I saved a ton of money on a security system by hanging a bunch of shitty wind chimes through out my house.
One time I was teaching a guy how to use the stump grinder and he said no worries it’s just a machine they pretty much all run the same. And I was like wow that’s a great point I really admire that. And then he ran it through a shed
2022 Jesus turns water into gasoline.
Iron: you’re always trying to turn me into something I’m not!
Blacksmith:
Me: Its a bear! Quick play dead!
*falls down and covers himself with leaves*
Her: We’re in a zoo!!
You ever stare at your face in the mirror for so long you don’t even recognize yourself anymore & then realize you haven’t been staring into a mirror at all but a piping hot broccoli casserole?
At my funeral I want the picture of me next to the coffin to have eyeholes cut out with someone behind it glaring at people coming in.
Fun prank: Wear a baby carrier with a parcel in it. Stand at mailbox and yell OH MY GOD WHAT HAVE I DONE!
Me: gets up, wakes kids, empties dishwasher, makes lunches, helps make kid beds, does kids’ hair, makes breakfast for everyone, showers, makes coffee, does laundry
Hubs:
Me: School starts in a few days.
7-year-old: Not if you can’t find me.
Kids eat free today? Nice… In that case, I’ll have a water and my son will have the steak and shrimp combo with a kids bud light.
The best way to prevent COVID is the consumption of durian fruit. It doesn’t kill the virus but it is excellent for social distancing
I hate birds as much as the next guy, but not enough to hold one prisoner in a cage at my home
Science update: dog earwax still tastes bad
At a job interview:
“What are your strengths?”
“I’m an optimist and a positive
thinker.”“Give me an example”
“When do I start?”
Every nature documentary has a pointless & soft lit cameo by a dung beetle that makes you suspect it’s dating the director
Hell is probably just thousands of tourists trying to take pictures of you walking a cat.
[texting]
ME: I like you, I think you’re cute
MY CRUSH: oh um
ME: HAHAHA omg my dog was chewing on my phone lol how did he type that
Being held captive can’t be all bad.

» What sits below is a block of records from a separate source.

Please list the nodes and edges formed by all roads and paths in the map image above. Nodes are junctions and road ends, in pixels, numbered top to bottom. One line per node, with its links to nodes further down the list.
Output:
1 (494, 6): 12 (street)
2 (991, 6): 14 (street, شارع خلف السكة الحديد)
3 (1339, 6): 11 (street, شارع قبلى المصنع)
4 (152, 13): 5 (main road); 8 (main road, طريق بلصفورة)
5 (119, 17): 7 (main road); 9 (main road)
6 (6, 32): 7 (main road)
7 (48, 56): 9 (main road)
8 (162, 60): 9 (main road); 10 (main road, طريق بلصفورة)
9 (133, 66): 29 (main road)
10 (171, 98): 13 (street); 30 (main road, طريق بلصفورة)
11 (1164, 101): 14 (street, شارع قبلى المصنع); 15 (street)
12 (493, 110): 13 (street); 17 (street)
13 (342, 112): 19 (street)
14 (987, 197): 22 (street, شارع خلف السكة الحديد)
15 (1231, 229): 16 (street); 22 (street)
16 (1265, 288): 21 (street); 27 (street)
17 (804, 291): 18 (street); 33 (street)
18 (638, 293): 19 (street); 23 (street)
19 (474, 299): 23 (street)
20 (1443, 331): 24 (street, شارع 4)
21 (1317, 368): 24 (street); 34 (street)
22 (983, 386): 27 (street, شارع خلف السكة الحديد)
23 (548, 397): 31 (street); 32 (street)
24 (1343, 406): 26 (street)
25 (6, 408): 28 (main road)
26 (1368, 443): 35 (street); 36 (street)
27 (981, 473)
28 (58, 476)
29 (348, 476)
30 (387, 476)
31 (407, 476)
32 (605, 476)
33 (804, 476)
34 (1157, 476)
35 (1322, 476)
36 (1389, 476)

At least you’re being held.
When my 5yo brought home a library book called “People Don’t Bite People” I was really hoping this wasn’t a story his teacher recommended for him
Mark Zuckerberg I know you are a new parent but it’s way more fun to tell children you are giving away their inheritance when they are teens
HIM: I’m not crying, you’re crying
ME: we’re all crying, this is a funeral
If I had any self control I’d probably eat that too.
Every relationship needs boundaries…
….mine are set at 500 feet according to the paperwork.
JOB INTERVIEWER: can you explain this gap in your resume
ME: yes its 7pts tall, separates two sections in a visually pleasing way, and aligns to a carefully proportioned grid
INTERVIEWER: no, i mean here where it says you didn’t work for two years
ME: i.. was designing my resume
Ever since Crystal signed my yearbook in 4th grade, all of my summers have been rad and I haven’t changed, just like she asked.
nothing more Los Angeles than an earthquake getting jealous of the publicity the hurricane is getting
Hoping they’ll teach my kid to flush the toilet in college because there are no indications that he’ll figure it out before then
My friend just told me that he can print a gun using a 3D printer, but I’m not impressed. I’ve had a Canon printer for years.